(Excerpts from a dataset)
■ ■ ■ ■ ■

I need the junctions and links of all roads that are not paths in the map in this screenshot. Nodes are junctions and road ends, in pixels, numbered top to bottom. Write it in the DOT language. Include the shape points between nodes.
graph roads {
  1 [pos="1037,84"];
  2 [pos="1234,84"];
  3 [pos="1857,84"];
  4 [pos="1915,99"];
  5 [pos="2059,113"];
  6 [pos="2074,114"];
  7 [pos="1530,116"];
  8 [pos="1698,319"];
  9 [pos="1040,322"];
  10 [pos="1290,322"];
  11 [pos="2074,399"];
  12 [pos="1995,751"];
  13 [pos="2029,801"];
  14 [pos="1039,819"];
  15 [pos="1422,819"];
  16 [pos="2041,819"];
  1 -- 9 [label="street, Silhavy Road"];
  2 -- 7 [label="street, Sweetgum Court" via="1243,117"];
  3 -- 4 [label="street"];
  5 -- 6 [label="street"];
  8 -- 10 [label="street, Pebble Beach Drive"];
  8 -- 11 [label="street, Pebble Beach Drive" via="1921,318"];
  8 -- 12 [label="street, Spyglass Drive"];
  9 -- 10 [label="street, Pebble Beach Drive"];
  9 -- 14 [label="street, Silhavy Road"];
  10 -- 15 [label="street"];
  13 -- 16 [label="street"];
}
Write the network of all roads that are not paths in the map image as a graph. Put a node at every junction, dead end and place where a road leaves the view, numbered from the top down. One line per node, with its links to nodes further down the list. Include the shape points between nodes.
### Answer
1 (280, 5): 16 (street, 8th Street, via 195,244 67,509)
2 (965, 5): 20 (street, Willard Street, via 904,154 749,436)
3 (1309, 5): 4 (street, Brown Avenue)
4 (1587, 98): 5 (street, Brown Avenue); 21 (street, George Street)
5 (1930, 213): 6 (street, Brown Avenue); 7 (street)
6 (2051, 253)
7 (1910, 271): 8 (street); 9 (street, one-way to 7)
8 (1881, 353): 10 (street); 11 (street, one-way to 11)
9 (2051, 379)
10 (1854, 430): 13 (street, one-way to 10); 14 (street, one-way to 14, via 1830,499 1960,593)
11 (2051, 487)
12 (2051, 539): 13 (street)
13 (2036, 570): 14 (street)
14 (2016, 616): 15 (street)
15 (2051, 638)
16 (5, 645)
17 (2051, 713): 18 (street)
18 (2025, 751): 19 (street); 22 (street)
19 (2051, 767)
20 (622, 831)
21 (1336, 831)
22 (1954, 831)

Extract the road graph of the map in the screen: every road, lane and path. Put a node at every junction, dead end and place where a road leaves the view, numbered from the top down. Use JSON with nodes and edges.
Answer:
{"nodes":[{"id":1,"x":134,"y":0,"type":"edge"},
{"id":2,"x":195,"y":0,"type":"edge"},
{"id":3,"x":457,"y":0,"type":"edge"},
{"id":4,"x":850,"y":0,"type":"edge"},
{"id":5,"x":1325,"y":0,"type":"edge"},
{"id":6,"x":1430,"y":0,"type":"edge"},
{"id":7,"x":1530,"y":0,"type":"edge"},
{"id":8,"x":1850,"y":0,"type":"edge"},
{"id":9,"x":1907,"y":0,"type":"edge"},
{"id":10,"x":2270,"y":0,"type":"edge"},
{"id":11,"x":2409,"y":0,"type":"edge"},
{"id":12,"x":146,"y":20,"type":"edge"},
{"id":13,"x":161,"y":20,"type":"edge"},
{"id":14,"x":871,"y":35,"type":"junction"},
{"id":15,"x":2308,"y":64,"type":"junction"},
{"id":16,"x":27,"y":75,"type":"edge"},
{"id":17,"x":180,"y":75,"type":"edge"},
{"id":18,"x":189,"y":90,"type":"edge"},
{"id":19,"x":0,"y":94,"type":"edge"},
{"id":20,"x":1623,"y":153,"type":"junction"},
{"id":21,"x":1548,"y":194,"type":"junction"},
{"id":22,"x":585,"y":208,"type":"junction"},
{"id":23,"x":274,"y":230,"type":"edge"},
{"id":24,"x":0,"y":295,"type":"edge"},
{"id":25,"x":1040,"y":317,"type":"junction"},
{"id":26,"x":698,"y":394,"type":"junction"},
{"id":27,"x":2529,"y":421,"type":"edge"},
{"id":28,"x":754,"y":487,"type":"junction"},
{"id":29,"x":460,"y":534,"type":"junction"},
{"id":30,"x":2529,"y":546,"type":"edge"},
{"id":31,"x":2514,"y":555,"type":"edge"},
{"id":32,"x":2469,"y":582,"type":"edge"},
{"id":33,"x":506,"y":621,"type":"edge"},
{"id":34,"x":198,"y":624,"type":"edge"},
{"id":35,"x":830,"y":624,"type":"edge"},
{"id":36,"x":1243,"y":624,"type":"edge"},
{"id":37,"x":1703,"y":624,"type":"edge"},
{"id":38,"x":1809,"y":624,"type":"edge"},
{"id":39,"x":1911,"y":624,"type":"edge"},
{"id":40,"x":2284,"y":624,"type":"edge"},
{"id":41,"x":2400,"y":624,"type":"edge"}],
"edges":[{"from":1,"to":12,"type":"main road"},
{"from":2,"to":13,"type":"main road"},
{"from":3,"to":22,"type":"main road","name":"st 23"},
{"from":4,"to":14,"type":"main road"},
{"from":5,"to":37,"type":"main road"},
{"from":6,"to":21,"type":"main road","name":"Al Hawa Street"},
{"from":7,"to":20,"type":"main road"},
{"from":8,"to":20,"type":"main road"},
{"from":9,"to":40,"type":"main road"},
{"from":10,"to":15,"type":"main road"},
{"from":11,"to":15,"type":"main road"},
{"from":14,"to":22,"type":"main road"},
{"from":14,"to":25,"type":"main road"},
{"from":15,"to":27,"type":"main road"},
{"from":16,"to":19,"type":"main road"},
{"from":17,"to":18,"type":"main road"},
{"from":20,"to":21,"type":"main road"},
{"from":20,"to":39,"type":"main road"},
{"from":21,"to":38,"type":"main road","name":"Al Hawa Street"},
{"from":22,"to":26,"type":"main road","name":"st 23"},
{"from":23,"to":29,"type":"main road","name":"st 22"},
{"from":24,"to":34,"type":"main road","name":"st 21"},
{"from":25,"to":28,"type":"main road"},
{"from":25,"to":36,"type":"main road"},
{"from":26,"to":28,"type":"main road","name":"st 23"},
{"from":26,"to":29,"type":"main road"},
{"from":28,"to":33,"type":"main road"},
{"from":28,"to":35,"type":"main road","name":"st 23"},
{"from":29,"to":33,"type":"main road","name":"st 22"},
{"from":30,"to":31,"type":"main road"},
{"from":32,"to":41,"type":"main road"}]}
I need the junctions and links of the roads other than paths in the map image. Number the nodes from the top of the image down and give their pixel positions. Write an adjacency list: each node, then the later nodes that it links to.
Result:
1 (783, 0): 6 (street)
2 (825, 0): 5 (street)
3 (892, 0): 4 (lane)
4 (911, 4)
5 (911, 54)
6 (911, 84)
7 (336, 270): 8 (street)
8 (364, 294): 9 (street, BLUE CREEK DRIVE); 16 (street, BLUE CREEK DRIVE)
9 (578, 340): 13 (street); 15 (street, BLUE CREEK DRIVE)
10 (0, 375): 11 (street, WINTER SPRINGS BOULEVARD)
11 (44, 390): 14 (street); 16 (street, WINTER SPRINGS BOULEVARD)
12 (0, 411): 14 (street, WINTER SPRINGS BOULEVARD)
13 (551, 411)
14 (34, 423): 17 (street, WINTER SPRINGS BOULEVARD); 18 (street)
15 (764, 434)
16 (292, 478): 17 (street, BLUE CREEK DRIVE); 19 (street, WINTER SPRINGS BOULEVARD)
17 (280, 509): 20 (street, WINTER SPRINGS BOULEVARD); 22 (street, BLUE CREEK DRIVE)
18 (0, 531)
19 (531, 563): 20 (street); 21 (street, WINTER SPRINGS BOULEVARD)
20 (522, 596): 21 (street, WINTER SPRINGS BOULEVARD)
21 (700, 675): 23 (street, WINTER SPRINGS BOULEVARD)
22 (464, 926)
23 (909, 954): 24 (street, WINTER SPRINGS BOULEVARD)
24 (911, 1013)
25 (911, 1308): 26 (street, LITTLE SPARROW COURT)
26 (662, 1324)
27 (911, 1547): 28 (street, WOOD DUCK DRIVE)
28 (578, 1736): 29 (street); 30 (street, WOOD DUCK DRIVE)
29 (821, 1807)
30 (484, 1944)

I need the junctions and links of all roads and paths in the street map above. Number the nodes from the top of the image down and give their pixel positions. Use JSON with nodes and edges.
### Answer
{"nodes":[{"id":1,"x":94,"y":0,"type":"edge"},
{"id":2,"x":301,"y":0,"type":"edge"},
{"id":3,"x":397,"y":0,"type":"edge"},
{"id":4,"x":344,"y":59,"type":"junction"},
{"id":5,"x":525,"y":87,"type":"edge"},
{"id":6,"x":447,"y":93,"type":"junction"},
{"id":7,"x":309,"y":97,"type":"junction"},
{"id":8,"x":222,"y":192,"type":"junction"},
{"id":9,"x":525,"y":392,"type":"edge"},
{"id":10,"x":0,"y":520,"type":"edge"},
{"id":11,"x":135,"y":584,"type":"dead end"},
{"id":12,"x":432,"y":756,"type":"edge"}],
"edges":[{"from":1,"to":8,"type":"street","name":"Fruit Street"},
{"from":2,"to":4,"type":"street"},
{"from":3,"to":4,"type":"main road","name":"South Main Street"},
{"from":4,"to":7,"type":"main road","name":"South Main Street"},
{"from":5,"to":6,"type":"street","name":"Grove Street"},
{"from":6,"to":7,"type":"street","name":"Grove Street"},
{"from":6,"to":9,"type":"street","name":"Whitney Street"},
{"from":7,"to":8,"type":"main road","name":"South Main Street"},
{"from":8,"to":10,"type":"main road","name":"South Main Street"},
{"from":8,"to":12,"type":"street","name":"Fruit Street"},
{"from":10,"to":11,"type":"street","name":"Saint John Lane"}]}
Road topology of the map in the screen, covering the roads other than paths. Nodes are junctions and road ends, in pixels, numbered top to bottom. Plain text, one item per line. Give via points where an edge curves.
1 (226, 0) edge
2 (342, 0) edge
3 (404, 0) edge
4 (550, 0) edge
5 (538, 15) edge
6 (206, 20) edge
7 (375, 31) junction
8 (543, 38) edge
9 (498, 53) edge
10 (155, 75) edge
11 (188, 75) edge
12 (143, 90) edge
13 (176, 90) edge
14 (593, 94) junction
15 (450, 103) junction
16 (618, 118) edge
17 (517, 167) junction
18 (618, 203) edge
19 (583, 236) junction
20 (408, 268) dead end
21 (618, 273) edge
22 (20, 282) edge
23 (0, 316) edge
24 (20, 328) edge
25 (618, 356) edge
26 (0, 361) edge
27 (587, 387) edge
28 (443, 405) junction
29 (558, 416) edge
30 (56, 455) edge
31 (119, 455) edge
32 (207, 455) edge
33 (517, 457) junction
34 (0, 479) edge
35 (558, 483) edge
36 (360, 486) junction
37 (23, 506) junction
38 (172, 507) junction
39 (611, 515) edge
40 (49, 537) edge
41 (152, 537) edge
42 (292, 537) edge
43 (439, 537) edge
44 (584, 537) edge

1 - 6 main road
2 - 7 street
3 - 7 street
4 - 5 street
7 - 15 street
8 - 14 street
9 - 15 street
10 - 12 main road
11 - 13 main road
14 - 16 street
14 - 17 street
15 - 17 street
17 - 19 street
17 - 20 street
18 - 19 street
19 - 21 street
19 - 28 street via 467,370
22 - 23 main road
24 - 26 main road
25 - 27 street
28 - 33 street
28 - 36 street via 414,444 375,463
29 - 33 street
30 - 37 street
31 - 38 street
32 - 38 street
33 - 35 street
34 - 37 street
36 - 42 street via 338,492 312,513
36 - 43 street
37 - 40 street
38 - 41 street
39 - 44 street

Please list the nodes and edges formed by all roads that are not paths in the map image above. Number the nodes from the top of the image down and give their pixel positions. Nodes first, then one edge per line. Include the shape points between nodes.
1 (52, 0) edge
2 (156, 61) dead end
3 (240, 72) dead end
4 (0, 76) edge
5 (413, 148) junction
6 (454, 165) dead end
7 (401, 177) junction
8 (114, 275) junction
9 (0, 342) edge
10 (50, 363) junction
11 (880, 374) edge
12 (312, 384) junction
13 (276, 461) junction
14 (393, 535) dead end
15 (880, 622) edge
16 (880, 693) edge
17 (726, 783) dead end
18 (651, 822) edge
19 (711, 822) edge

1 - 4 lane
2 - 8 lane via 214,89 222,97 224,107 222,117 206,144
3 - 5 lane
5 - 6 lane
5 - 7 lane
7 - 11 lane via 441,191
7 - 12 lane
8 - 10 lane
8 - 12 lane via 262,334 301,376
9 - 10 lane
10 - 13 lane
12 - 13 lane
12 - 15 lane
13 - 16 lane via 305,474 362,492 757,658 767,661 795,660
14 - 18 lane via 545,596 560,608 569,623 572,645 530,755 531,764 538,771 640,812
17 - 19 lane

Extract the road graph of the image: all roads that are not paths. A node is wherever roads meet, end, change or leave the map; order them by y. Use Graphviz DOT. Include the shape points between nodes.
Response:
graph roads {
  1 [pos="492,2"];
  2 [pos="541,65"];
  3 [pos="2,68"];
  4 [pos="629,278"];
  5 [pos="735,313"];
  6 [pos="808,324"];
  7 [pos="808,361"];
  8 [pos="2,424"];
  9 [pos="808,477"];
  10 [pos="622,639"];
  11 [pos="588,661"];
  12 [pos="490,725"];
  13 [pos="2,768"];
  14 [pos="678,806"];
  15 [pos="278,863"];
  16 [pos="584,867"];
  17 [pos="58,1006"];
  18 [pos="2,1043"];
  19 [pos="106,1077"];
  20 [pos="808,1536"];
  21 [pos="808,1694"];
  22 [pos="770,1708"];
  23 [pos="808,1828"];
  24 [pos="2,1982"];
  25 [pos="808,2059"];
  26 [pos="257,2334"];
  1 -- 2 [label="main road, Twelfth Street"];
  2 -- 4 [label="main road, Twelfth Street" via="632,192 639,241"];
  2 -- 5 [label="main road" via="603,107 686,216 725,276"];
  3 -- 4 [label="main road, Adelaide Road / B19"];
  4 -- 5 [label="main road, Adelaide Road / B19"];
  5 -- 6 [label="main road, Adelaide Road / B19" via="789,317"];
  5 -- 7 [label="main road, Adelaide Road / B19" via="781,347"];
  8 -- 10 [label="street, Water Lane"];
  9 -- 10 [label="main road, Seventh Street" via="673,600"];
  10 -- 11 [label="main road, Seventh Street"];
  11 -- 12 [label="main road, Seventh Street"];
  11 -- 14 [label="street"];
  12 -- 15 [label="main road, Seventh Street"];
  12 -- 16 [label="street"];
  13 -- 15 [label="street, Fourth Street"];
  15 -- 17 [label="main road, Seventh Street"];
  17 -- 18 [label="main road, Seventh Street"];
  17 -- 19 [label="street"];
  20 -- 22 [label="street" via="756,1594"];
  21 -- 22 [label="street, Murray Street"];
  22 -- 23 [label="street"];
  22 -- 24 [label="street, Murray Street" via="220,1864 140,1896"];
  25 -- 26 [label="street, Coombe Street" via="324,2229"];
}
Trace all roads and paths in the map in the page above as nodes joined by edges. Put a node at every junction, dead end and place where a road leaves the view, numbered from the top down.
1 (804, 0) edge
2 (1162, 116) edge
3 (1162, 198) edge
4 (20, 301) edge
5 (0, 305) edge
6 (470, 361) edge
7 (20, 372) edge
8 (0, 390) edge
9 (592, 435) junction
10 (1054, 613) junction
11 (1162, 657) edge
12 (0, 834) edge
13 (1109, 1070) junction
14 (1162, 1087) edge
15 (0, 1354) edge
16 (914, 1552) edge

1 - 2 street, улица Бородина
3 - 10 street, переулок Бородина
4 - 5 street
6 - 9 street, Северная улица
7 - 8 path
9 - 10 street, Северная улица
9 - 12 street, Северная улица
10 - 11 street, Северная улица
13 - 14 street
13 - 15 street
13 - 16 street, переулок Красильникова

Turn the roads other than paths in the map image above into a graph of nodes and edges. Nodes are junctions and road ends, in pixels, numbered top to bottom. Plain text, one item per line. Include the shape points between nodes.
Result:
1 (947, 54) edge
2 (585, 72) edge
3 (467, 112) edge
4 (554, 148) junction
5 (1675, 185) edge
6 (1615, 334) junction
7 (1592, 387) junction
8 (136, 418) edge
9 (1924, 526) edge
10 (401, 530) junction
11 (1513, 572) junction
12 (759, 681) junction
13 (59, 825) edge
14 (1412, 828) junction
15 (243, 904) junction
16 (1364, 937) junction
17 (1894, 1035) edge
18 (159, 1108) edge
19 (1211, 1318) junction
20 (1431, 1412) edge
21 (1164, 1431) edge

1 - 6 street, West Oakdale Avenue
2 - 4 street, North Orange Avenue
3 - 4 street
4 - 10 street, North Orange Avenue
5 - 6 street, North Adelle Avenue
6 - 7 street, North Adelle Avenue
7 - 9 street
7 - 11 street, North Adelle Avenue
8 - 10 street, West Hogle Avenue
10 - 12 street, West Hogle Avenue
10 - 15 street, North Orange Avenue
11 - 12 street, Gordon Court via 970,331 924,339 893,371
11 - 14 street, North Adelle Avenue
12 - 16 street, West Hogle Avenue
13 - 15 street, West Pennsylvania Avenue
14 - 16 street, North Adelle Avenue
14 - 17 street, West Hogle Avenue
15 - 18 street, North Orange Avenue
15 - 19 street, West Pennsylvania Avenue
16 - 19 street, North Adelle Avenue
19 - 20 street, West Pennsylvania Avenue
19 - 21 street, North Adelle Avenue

■ ■ ■ ■ ■

REQUIREMENT:
Examine the entries and report how many of their lines contain the string "text", giving no more than the number.

YOUR SOLUTION:
2